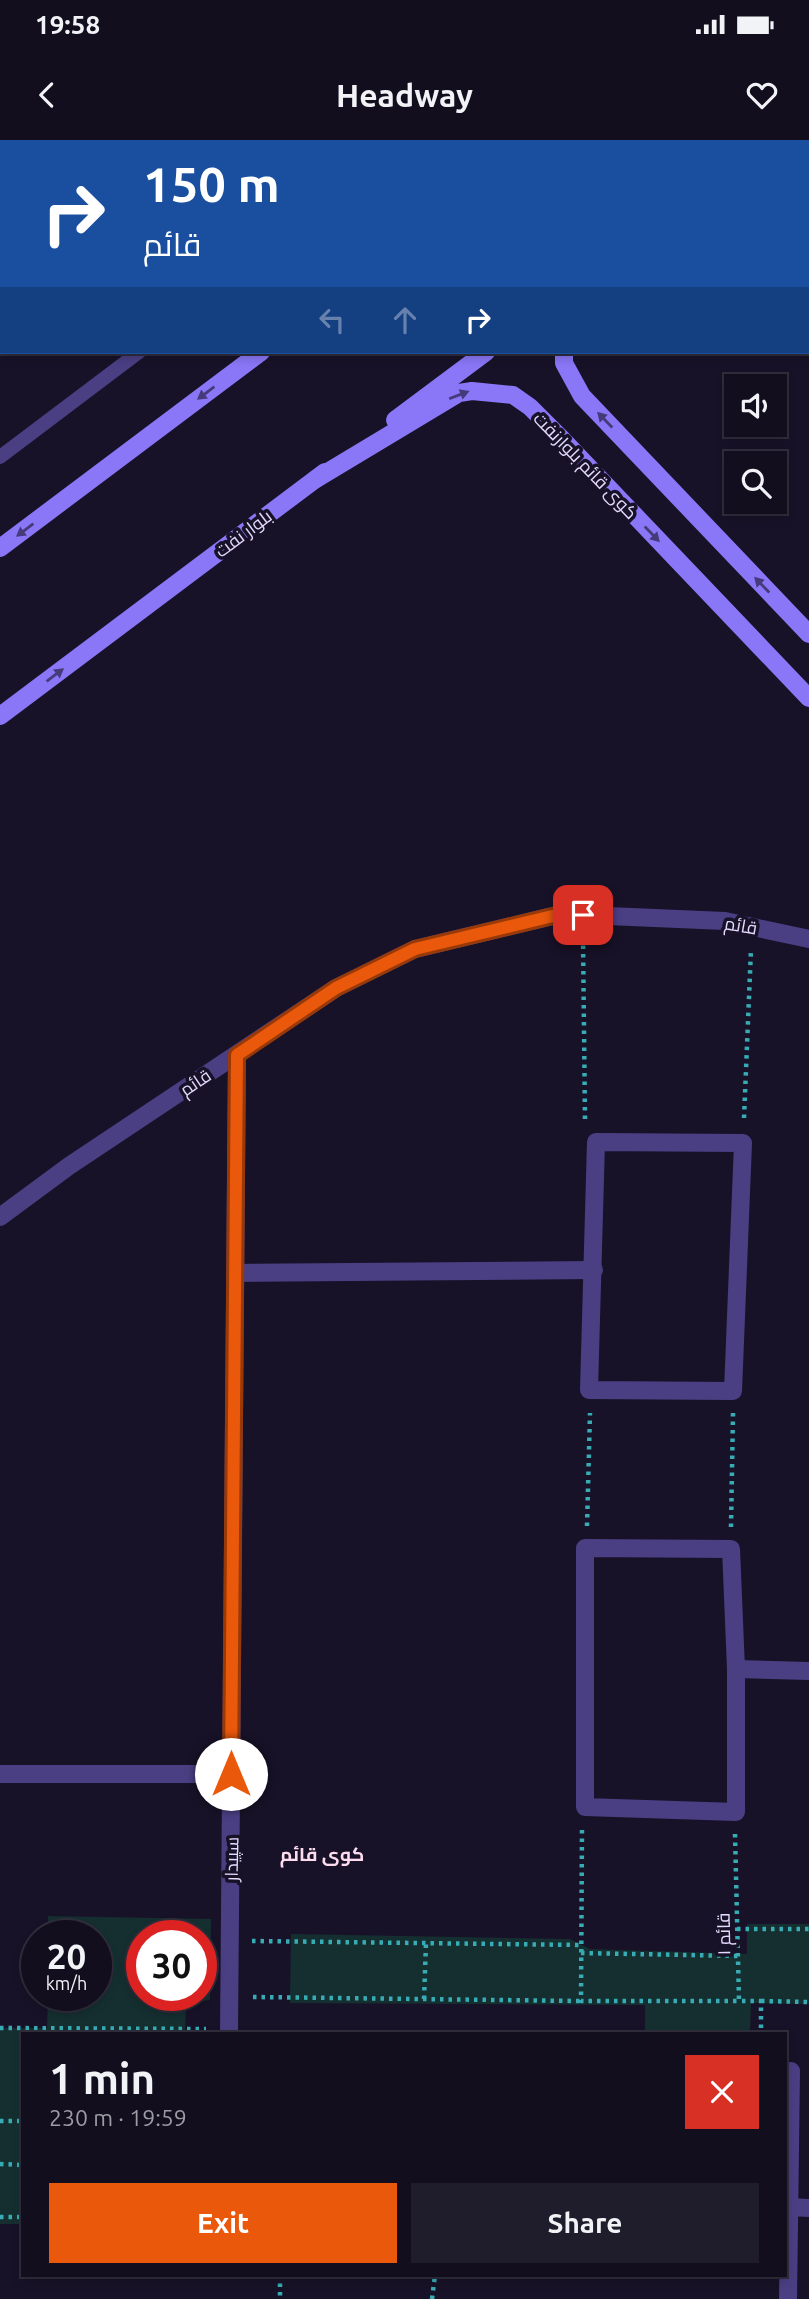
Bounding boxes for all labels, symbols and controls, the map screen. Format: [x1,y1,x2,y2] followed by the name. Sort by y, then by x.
[35,10,100,39] text: 19:58
[28,76,66,114] icon: back
[743,76,781,114] icon: heart
[336,77,473,113] text: Headway
[143,156,280,211] text: 150 m
[28,168,119,259] icon: right
[143,226,202,262] text: قائم
[313,301,351,339] icon: left
[386,301,424,339] icon: ahead
[459,301,497,339] icon: right
[724,374,787,514] map controls
[724,374,787,437] button: sound
[198,385,216,400] one-way arrow
[449,390,470,401] one-way arrow
[528,408,642,524] street label: کوی قائم بلوارنفت
[597,411,613,429] one-way arrow
[724,451,787,514] button: search
[211,505,276,562] street label: بلوار نفت
[16,522,34,537] one-way arrow
[644,525,661,542] one-way arrow
[754,577,770,594] one-way arrow
[45,667,63,682] one-way arrow
[553,885,613,945] pin
[564,896,602,934] icon: arrive
[723,912,759,941] street label: قائم
[176,1065,216,1102] street label: قائم
[194,1737,268,1811] position arrow
[221,1836,243,1883] street label: سپیدار
[280,1843,364,1868] district label: کوی قائم
[713,1912,736,1955] street label: قائم ۱
[126,1920,217,2011] speed limit sign: 30
[47,1936,86,1976] text: 20
[46,1973,87,1993] text: km/h
[49,2055,155,2102] text: 1 min
[685,2055,759,2129] button: close
[49,2105,187,2130] text: 230 m · 19:59
[49,2183,397,2263] button: Exit
[411,2183,759,2263] button: Share

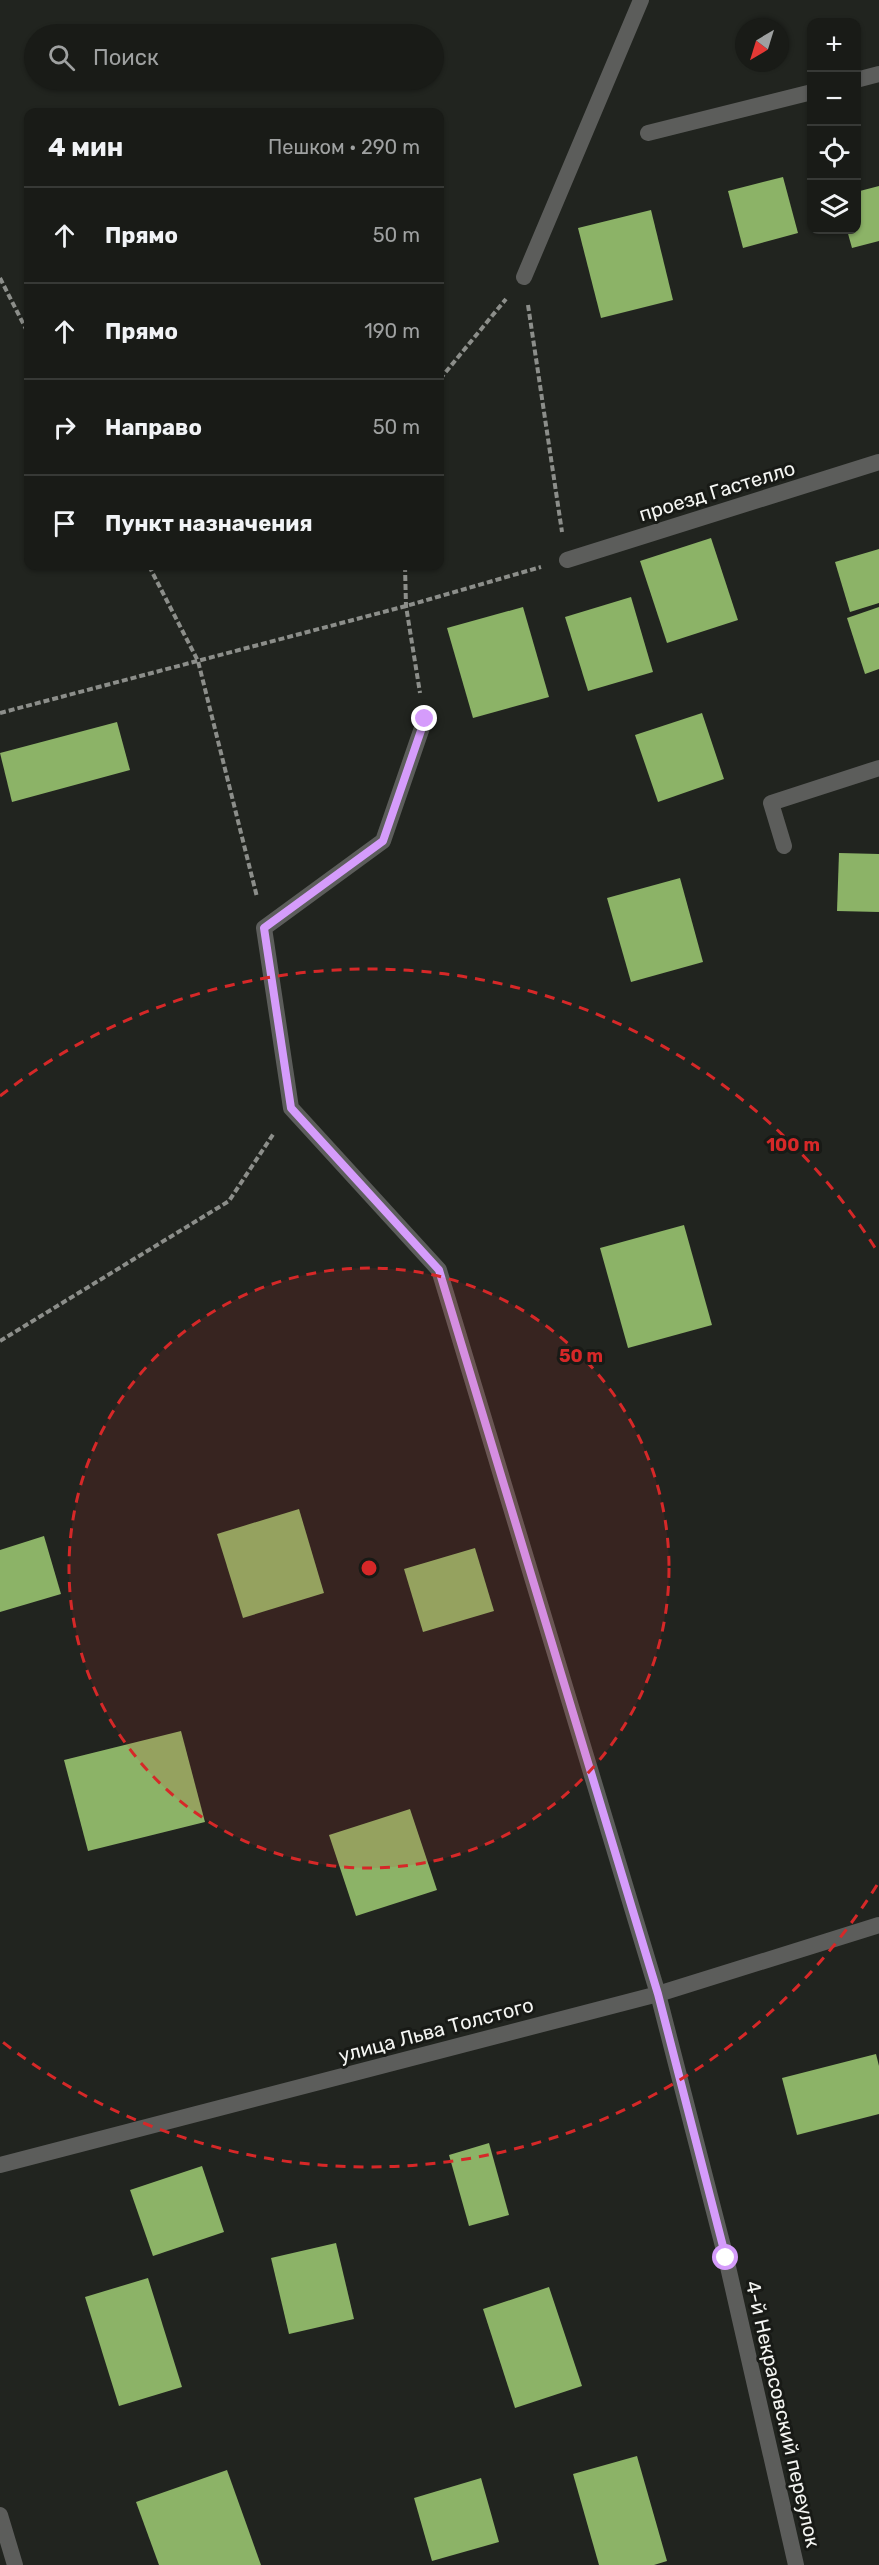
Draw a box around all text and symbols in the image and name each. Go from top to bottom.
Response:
north arrow [735,18,789,72]
map controls [807,18,861,234]
button: + [807,18,861,72]
search box [24,24,444,90]
icon: search [45,41,78,74]
text: Поиск [93,44,159,71]
button: − [807,72,861,126]
button: locate [807,126,861,180]
text: 4 мин [48,132,123,163]
text: Пешком · 290 m [268,135,420,159]
button: layers [807,180,861,234]
icon: ahead [48,219,81,252]
text: Прямо [105,222,178,249]
text: 50 m [373,223,420,247]
icon: ahead [48,315,81,348]
text: Прямо [105,318,178,345]
text: 190 m [364,319,420,343]
icon: right [48,411,81,444]
text: Направо [105,414,202,441]
text: 50 m [373,415,420,439]
street label: проезд Гастелло [636,456,798,526]
icon: arrive [48,507,81,540]
text: Пункт назначения [105,510,313,537]
route end [411,705,437,731]
text: 100 m [766,1134,820,1156]
text: 50 m [559,1345,603,1367]
centre of rings [359,1558,379,1578]
street label: улица Льва Толстого [336,1992,536,2068]
route start [712,2244,738,2270]
street label: 4-й Некрасовский переулок [741,2278,825,2550]

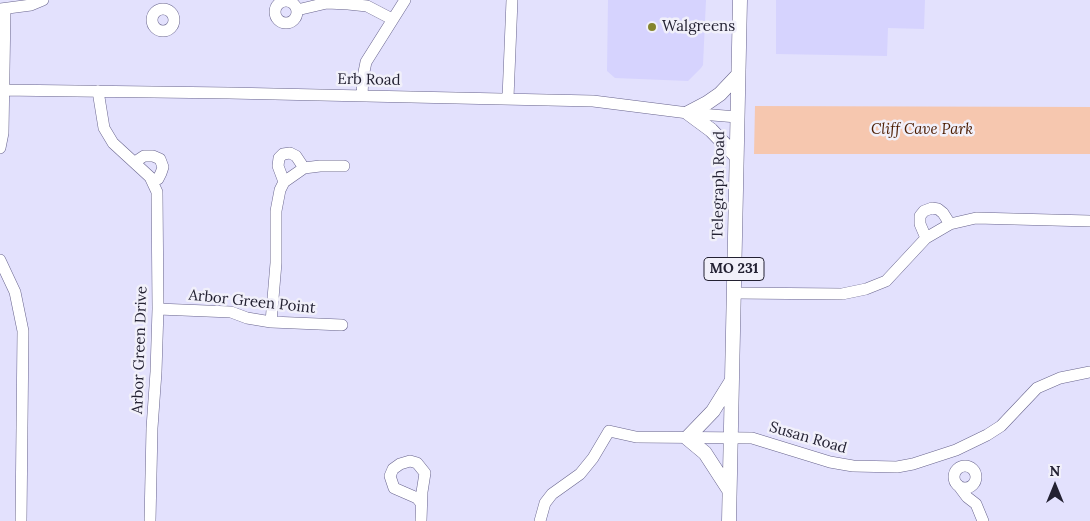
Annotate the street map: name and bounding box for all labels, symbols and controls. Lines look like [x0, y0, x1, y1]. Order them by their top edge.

• [What you will do] An exact copy of the whole listing is required, minus the pictures.

• [Output for this exercise]
Bounding boxes for all labels, symbols and controls, the map screen. Format: [x1,y1,x2,y2] followed by the name. Sort by y, then by x.
[35,10,100,39] text: 19:58
[28,76,66,114] icon: back
[743,76,781,114] icon: heart
[336,77,473,113] text: Headway
[143,156,280,211] text: 150 m
[28,168,119,259] icon: right
[143,226,202,262] text: قائم
[313,301,351,339] icon: left
[386,301,424,339] icon: ahead
[459,301,497,339] icon: right
[724,374,787,514] map controls
[724,374,787,437] button: sound
[198,385,216,400] one-way arrow
[449,390,470,401] one-way arrow
[528,408,642,524] street label: کوی قائم بلوارنفت
[597,411,613,429] one-way arrow
[724,451,787,514] button: search
[211,505,276,562] street label: بلوار نفت
[16,522,34,537] one-way arrow
[644,525,661,542] one-way arrow
[754,577,770,594] one-way arrow
[45,667,63,682] one-way arrow
[553,885,613,945] pin
[564,896,602,934] icon: arrive
[723,912,759,941] street label: قائم
[176,1065,216,1102] street label: قائم
[194,1737,268,1811] position arrow
[221,1836,243,1883] street label: سپیدار
[280,1843,364,1868] district label: کوی قائم
[713,1912,736,1955] street label: قائم ۱
[126,1920,217,2011] speed limit sign: 30
[47,1936,86,1976] text: 20
[46,1973,87,1993] text: km/h
[49,2055,155,2102] text: 1 min
[685,2055,759,2129] button: close
[49,2105,187,2130] text: 230 m · 19:59
[49,2183,397,2263] button: Exit
[411,2183,759,2263] button: Share

Draw a box around all text and symbols in the image and name each. Go from top to bottom.
Response:
north arrow [735,18,789,72]
map controls [807,18,861,234]
button: + [807,18,861,72]
search box [24,24,444,90]
icon: search [45,41,78,74]
text: Поиск [93,44,159,71]
button: − [807,72,861,126]
button: locate [807,126,861,180]
text: 4 мин [48,132,123,163]
text: Пешком · 290 m [268,135,420,159]
button: layers [807,180,861,234]
icon: ahead [48,219,81,252]
text: Прямо [105,222,178,249]
text: 50 m [373,223,420,247]
icon: ahead [48,315,81,348]
text: Прямо [105,318,178,345]
text: 190 m [364,319,420,343]
icon: right [48,411,81,444]
text: Направо [105,414,202,441]
text: 50 m [373,415,420,439]
street label: проезд Гастелло [636,456,798,526]
icon: arrive [48,507,81,540]
text: Пункт назначения [105,510,313,537]
route end [411,705,437,731]
text: 100 m [766,1134,820,1156]
text: 50 m [559,1345,603,1367]
centre of rings [359,1558,379,1578]
street label: улица Льва Толстого [336,1992,536,2068]
route start [712,2244,738,2270]
street label: 4-й Некрасовский переулок [741,2278,825,2550]

Annotate the street map: name and bounding box for all labels, symbols and controls. Lines look like [x0, y0, x1, y1]. Order them by their top edge.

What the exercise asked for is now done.